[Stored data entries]
--- START ---
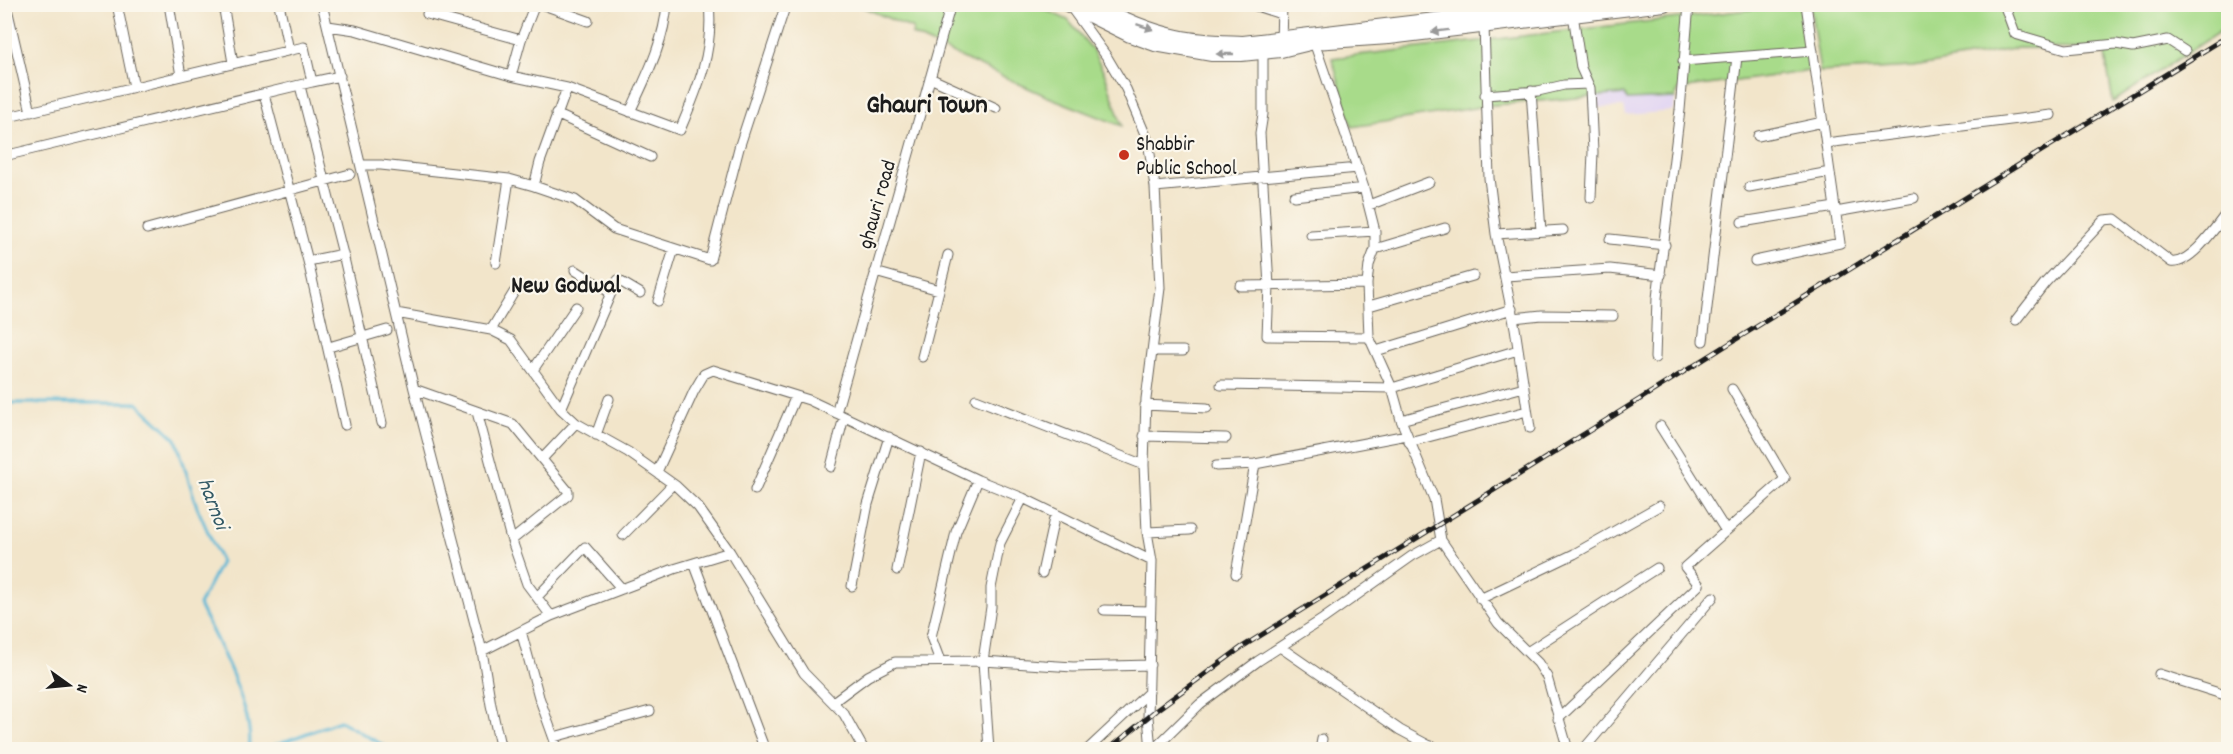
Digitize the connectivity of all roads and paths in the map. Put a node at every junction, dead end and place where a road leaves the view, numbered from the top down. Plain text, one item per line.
1 (6, 4) edge
2 (117, 4) edge
3 (169, 4) edge
4 (223, 4) edge
5 (279, 4) edge
6 (322, 4) edge
7 (535, 4) edge
8 (541, 4) edge
9 (667, 4) edge
10 (709, 4) edge
11 (786, 4) edge
12 (951, 4) edge
13 (1091, 4) edge
14 (1250, 4) edge
15 (1664, 4) edge
16 (1689, 4) edge
17 (1806, 4) edge
18 (2004, 4) edge
19 (1069, 5) edge
20 (1281, 9) edge
21 (1572, 9) edge
22 (427, 14) dead end
23 (588, 21) dead end
24 (1484, 25) junction
25 (328, 26) junction
26 (521, 40) junction
27 (1314, 42) junction
28 (1281, 44) junction
29 (289, 50) junction
30 (1263, 50) junction
31 (1813, 51) junction
32 (2185, 51) dead end
33 (1737, 57) junction
34 (1683, 61) junction
35 (234, 63) junction
36 (181, 76) junction
37 (340, 76) junction
38 (511, 76) junction
39 (930, 78) junction
40 (312, 82) junction
41 (1588, 84) junction
42 (300, 86) junction
43 (134, 87) junction
44 (567, 88) junction
45 (1531, 91) junction
46 (264, 94) junction
47 (1485, 94) junction
48 (996, 108) dead end
49 (31, 112) junction
50 (630, 112) junction
51 (556, 114) junction
52 (2051, 115) dead end
53 (4, 118) edge
54 (1823, 122) junction
55 (1758, 136) dead end
56 (1826, 143) junction
57 (4, 156) edge
58 (650, 157) dead end
59 (362, 165) junction
60 (1358, 168) junction
61 (1830, 172) junction
62 (350, 174) dead end
63 (1262, 177) junction
64 (509, 179) junction
65 (324, 180) junction
66 (1429, 182) dead end
67 (534, 186) junction
68 (1155, 187) junction
69 (1749, 187) dead end
70 (1364, 188) junction
71 (289, 190) junction
72 (1294, 196) dead end
73 (1590, 198) dead end
74 (1914, 198) dead end
75 (1369, 205) junction
76 (1836, 209) junction
77 (2229, 211) edge
78 (1742, 222) dead end
79 (1445, 228) dead end
80 (147, 229) dead end
81 (1563, 230) dead end
82 (1375, 231) junction
83 (1541, 231) junction
84 (1496, 234) junction
85 (1311, 235) dead end
86 (1610, 239) dead end
87 (1665, 244) junction
88 (674, 249) junction
89 (1375, 249) junction
90 (343, 254) junction
91 (948, 255) dead end
92 (308, 261) junction
93 (1755, 261) dead end
94 (496, 263) dead end
95 (575, 270) dead end
96 (875, 272) junction
97 (1661, 275) junction
98 (1473, 276) dead end
99 (1505, 276) junction
100 (1367, 284) junction
101 (1240, 286) dead end
102 (1269, 286) junction
103 (939, 290) junction
104 (514, 292) dead end
105 (611, 293) junction
106 (640, 293) dead end
107 (658, 301) dead end
108 (1369, 306) junction
109 (576, 307) dead end
110 (396, 313) junction
111 (1513, 314) junction
112 (1613, 316) dead end
113 (2016, 320) dead end
114 (387, 330) dead end
115 (491, 330) junction
116 (362, 337) junction
117 (1369, 337) junction
118 (1703, 341) dead end
119 (329, 347) junction
120 (1518, 350) junction
121 (1152, 351) junction
122 (1183, 351) dead end
123 (1376, 351) junction
124 (922, 357) dead end
125 (1655, 358) dead end
126 (533, 370) junction
127 (1221, 385) dead end
128 (1524, 387) junction
129 (1392, 388) junction
130 (414, 389) junction
131 (1732, 390) dead end
132 (796, 396) junction
133 (609, 399) dead end
134 (976, 399) dead end
135 (1145, 405) junction
136 (1207, 408) dead end
137 (561, 409) junction
138 (1527, 411) junction
139 (477, 412) junction
140 (840, 415) junction
141 (1401, 420) junction
142 (382, 423) dead end
143 (576, 423) junction
144 (345, 425) dead end
145 (1660, 426) dead end
146 (1530, 428) dead end
147 (596, 435) junction
148 (1144, 436) junction
149 (889, 437) junction
150 (1226, 438) dead end
151 (1408, 438) junction
152 (921, 452) junction
153 (542, 459) junction
154 (1255, 464) junction
155 (1144, 465) junction
156 (1216, 466) dead end
157 (831, 467) dead end
158 (657, 472) junction
159 (978, 480) junction
160 (673, 484) junction
161 (755, 490) dead end
162 (1023, 498) junction
163 (1659, 506) dead end
164 (1055, 514) junction
165 (1190, 530) dead end
166 (1726, 531) junction
167 (1147, 532) junction
168 (623, 535) dead end
169 (512, 540) junction
170 (1441, 540) junction
171 (730, 552) junction
172 (1152, 561) junction
173 (694, 563) junction
174 (1657, 568) dead end
175 (897, 570) dead end
176 (1042, 573) dead end
177 (1236, 574) dead end
178 (852, 586) dead end
179 (622, 589) junction
180 (537, 597) junction
181 (1713, 597) dead end
182 (1480, 599) junction
183 (1104, 610) dead end
184 (1150, 611) junction
185 (551, 616) junction
186 (521, 631) junction
187 (1280, 647) junction
188 (482, 651) junction
189 (1527, 652) junction
190 (940, 661) junction
191 (983, 661) junction
192 (1149, 665) junction
193 (2159, 674) dead end
194 (1149, 693) junction
195 (2229, 696) edge
196 (833, 702) junction
197 (650, 711) dead end
198 (1558, 719) junction
199 (554, 738) junction
200 (1322, 739) dead end
201 (501, 750) edge
202 (558, 750) edge
203 (765, 750) edge
204 (864, 750) edge
205 (989, 750) edge
206 (1087, 750) edge
207 (1152, 750) edge
208 (1320, 750) edge
209 (1443, 750) edge
210 (1568, 750) edge
211 (1583, 750) edge

1 - 49 street
2 - 43 street
3 - 36 street
4 - 35 street
5 - 29 street
6 - 25 street
7 - 26 street
8 - 23 street
9 - 50 street
10 - 50 street
11 - 88 street
12 - 39 street, ghauri road
13 -> 28 main road
14 - 20 street
15 - 21 main road
16 - 34 street
17 - 31 street
18 - 32 street
30 -> 19 main road
19 - 68 street
20 - 28 street
21 - 24 main road
21 - 28 main road
21 - 41 street
22 - 26 street
24 -> 27 main road
24 - 47 street
25 - 37 street
25 - 38 street
26 - 38 street
27 - 28 main road
27 - 60 street
28 - 30 main road
29 - 35 street
29 - 40 street
30 - 63 street
31 - 33 street
31 - 54 street
33 - 34 street
33 - 118 street
34 - 87 street
35 - 36 street
36 - 43 street
37 - 40 street
37 - 59 street
38 - 44 street
39 - 48 street
39 - 96 street, ghauri road
40 - 42 street
41 - 45 street
41 - 73 street
42 - 46 street
42 - 65 street
43 - 49 street
44 - 50 street
44 - 51 street
45 - 47 street
45 - 83 street
46 - 57 street
46 - 71 street
47 - 84 street
49 - 53 street
51 - 58 street
51 - 67 street
52 - 56 street
54 - 55 street
54 - 56 street
56 - 61 street
59 - 64 street
59 - 110 street
60 - 63 street
60 - 70 street
61 - 69 street
61 - 76 street
62 - 65 street
63 - 68 street
63 - 102 street
64 - 67 street
64 - 94 street
65 - 71 street
65 - 90 street
66 - 75 street
67 - 88 street
68 - 121 street
70 - 72 street
70 - 75 street
71 - 80 street
71 - 92 street
74 - 76 street
75 - 82 street
76 - 78 street
76 - 93 street
77 - 113 street
79 - 89 street
81 - 83 street
82 - 85 street
82 - 89 street
83 - 84 street
84 - 99 street
86 - 87 street
87 - 97 street
88 - 107 street
89 - 100 street
90 - 92 street
90 - 116 street
91 - 103 street
92 - 119 street
95 - 105 street
96 - 103 street
96 - 140 street, ghauri road
97 - 99 street
97 - 125 street
98 - 108 street
99 - 111 street
100 - 102 street
100 - 108 street
101 - 102 street
102 - 117 street
103 - 124 street
104 - 115 street
105 - 106 street
105 - 137 street
108 - 117 street
109 - 126 street
110 - 115 street
110 - 130 street
111 - 112 street
111 - 120 street
111 - 123 street
114 - 116 street
115 - 126 street
116 - 119 street
116 - 142 street
117 - 123 street
119 - 144 street
120 - 128 street
120 - 129 street
121 - 122 street
121 - 135 street
123 - 129 street
126 - 137 street
127 - 129 street
128 - 138 street
128 - 141 street
129 - 141 street
130 - 139 street
130 - 188 street
131 - 166 street
132 - 140 street
132 - 158 street
132 - 161 street
133 - 147 street
134 - 155 street
135 - 136 street
135 - 148 street
137 - 143 street
138 - 146 street
138 - 151 street
139 - 153 street
139 - 169 street
140 - 149 street
140 - 157 street, ghauri road
141 - 151 street
143 - 147 street
143 - 153 street
145 - 166 street
147 - 158 street
148 - 150 street
148 - 155 street
149 - 152 street
149 - 178 street
151 - 154 street
151 - 170 street
152 - 159 street
152 - 175 street
153 - 169 street
154 - 156 street
154 - 177 street
155 - 167 street
158 - 160 street
159 - 162 street
159 - 190 street
160 - 168 street
160 - 171 street
162 - 164 street
162 - 191 street
163 - 182 street
164 - 172 street
164 - 176 street
165 - 167 street
166 - 198 street
167 - 172 street
169 - 180 street
170 - 182 street
170 - 187 street
171 - 173 street
171 - 196 street
172 - 184 street
173 - 179 street
173 - 203 street
174 - 189 street
179 - 180 street
179 - 185 street
180 - 185 street
181 - 211 street
182 - 189 street
183 - 184 street
184 - 192 street
185 - 186 street
186 - 188 street
186 - 199 street
187 - 207 street
187 - 209 street
188 - 201 street
189 - 198 street
190 - 191 street
190 - 196 street
191 - 192 street
191 - 205 street
192 - 194 street
193 - 195 street
194 - 206 street
194 - 207 street
196 - 204 street
197 - 199 street
198 - 210 street
199 - 202 street
200 - 208 street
--- END ---
**Task objective:**
Looking at the entries above, how many lines contain "ghauri"? State the number and nothing more.

**Solution to the problem:**
4